## EXERCISE PROMPT
Provide only the number of lines below that contain the word "Bengali".
---- EXTRACTED MATERIAL
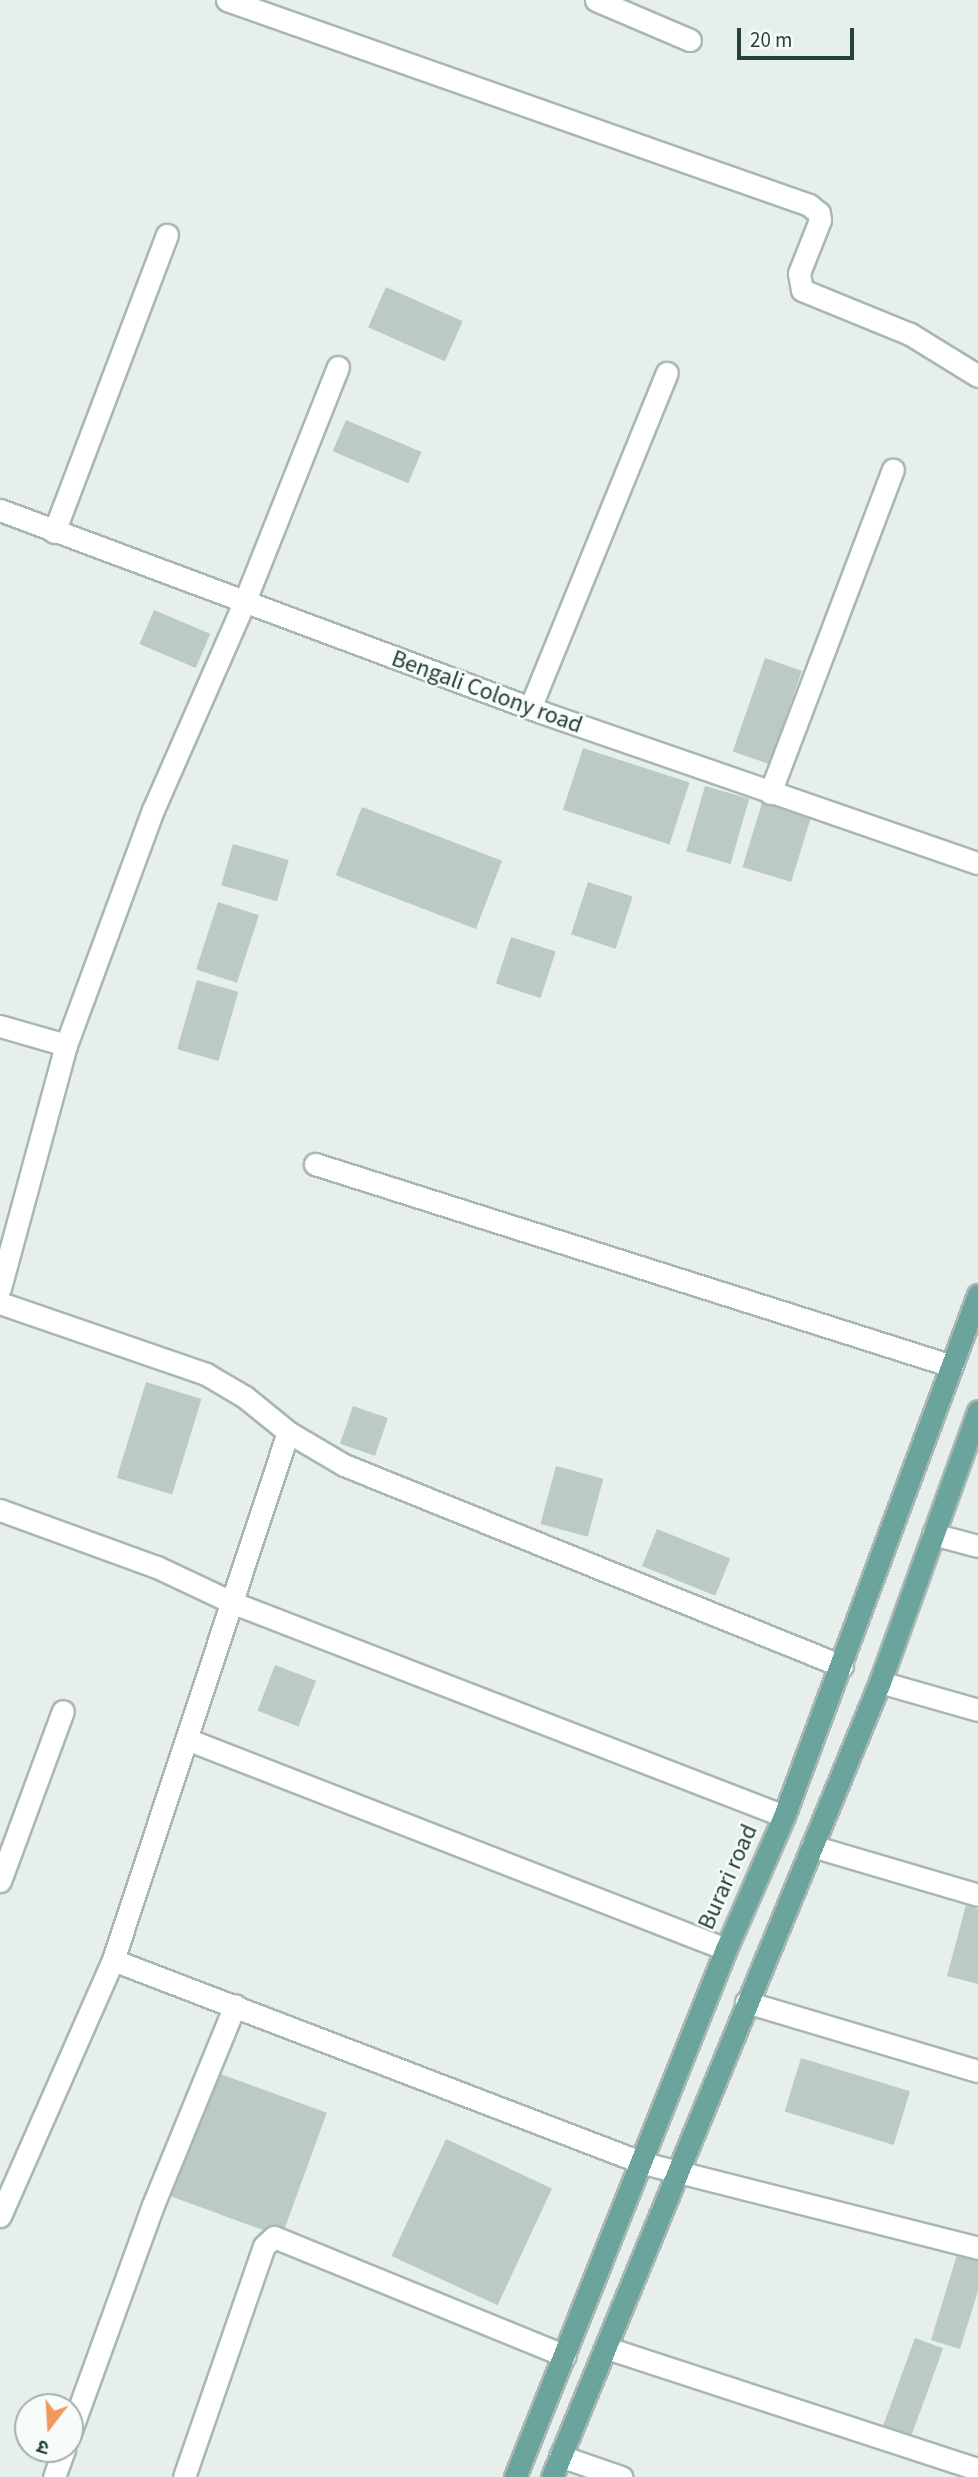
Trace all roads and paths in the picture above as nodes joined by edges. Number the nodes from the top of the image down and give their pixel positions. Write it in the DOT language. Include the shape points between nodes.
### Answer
graph roads {
  1 [pos="227,0"];
  2 [pos="596,0"];
  3 [pos="690,40"];
  4 [pos="167,235"];
  5 [pos="338,367"];
  6 [pos="667,373"];
  7 [pos="978,376"];
  8 [pos="893,470"];
  9 [pos="0,510"];
  10 [pos="54,532"];
  11 [pos="244,603"];
  12 [pos="530,708"];
  13 [pos="770,793"];
  14 [pos="978,863"];
  15 [pos="0,1027"];
  16 [pos="66,1045"];
  17 [pos="315,1164"];
  18 [pos="0,1288"];
  19 [pos="978,1295"];
  20 [pos="0,1303"];
  21 [pos="952,1366"];
  22 [pos="978,1411"];
  23 [pos="288,1433"];
  24 [pos="0,1510"];
  25 [pos="933,1534"];
  26 [pos="978,1546"];
  27 [pos="231,1602"];
  28 [pos="842,1666"];
  29 [pos="880,1682"];
  30 [pos="978,1710"];
  31 [pos="63,1711"];
  32 [pos="189,1740"];
  33 [pos="784,1816"];
  34 [pos="812,1846"];
  35 [pos="0,1881"];
  36 [pos="978,1895"];
  37 [pos="726,1948"];
  38 [pos="113,1960"];
  39 [pos="746,2002"];
  40 [pos="235,2005"];
  41 [pos="978,2071"];
  42 [pos="643,2163"];
  43 [pos="677,2171"];
  44 [pos="0,2216"];
  45 [pos="978,2248"];
  46 [pos="607,2348"];
  47 [pos="565,2356"];
  48 [pos="84,2395"];
  49 [pos="560,2456"];
  50 [pos="978,2469"];
  51 [pos="184,2477"];
  52 [pos="515,2477"];
  53 [pos="552,2477"];
  54 [pos="621,2477"];
  1 -- 7 [label="street" via="809,205 820,213 820,220 799,273 802,290 910,334"];
  2 -- 3 [label="street"];
  4 -- 10 [label="street"];
  5 -- 11 [label="street"];
  6 -- 12 [label="street"];
  8 -- 13 [label="street"];
  9 -- 10 [label="street, Bengali Colony road"];
  10 -- 11 [label="street, Bengali Colony road"];
  11 -- 12 [label="street, Bengali Colony road"];
  11 -- 16 [label="street" via="153,810"];
  12 -- 13 [label="street, Bengali Colony road"];
  13 -- 14 [label="street, Bengali Colony road"];
  15 -- 16 [label="street"];
  16 -- 18 [label="street"];
  17 -- 21 [label="street"];
  19 -- 21 [label="main road, Burari road"];
  20 -- 23 [label="street" via="206,1374 245,1397"];
  21 -- 28 [label="main road, Burari road"];
  22 -- 25 [label="main road"];
  23 -- 27 [label="street"];
  23 -- 28 [label="street" via="344,1465"];
  24 -- 27 [label="street" via="157,1567"];
  25 -- 26 [label="street"];
  25 -- 29 [label="main road"];
  27 -- 32 [label="street"];
  27 -- 33 [label="street"];
  28 -- 33 [label="main road, Burari road"];
  29 -- 30 [label="street"];
  29 -- 34 [label="main road"];
  31 -- 35 [label="street"];
  32 -- 37 [label="street"];
  32 -- 38 [label="street"];
  33 -- 37 [label="main road, Burari road"];
  34 -- 36 [label="street"];
  34 -- 39 [label="main road"];
  37 -- 42 [label="main road, Burari road"];
  38 -- 40 [label="street"];
  38 -- 44 [label="street"];
  39 -- 41 [label="street"];
  39 -- 43 [label="main road"];
  40 -- 42 [label="street"];
  40 -- 48 [label="street" via="153,2205"];
  42 -- 43 [label="street"];
  42 -- 47 [label="main road, Burari road"];
  43 -- 45 [label="street"];
  43 -- 46 [label="main road"];
  46 -- 49 [label="main road"];
  46 -- 50 [label="street"];
  47 -- 51 [label="street" via="274,2237 264,2246"];
  47 -- 52 [label="main road, Burari road"];
  49 -- 53 [label="main road"];
  49 -- 54 [label="street"];
}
--------
## OUTPUT OF THE TASK
5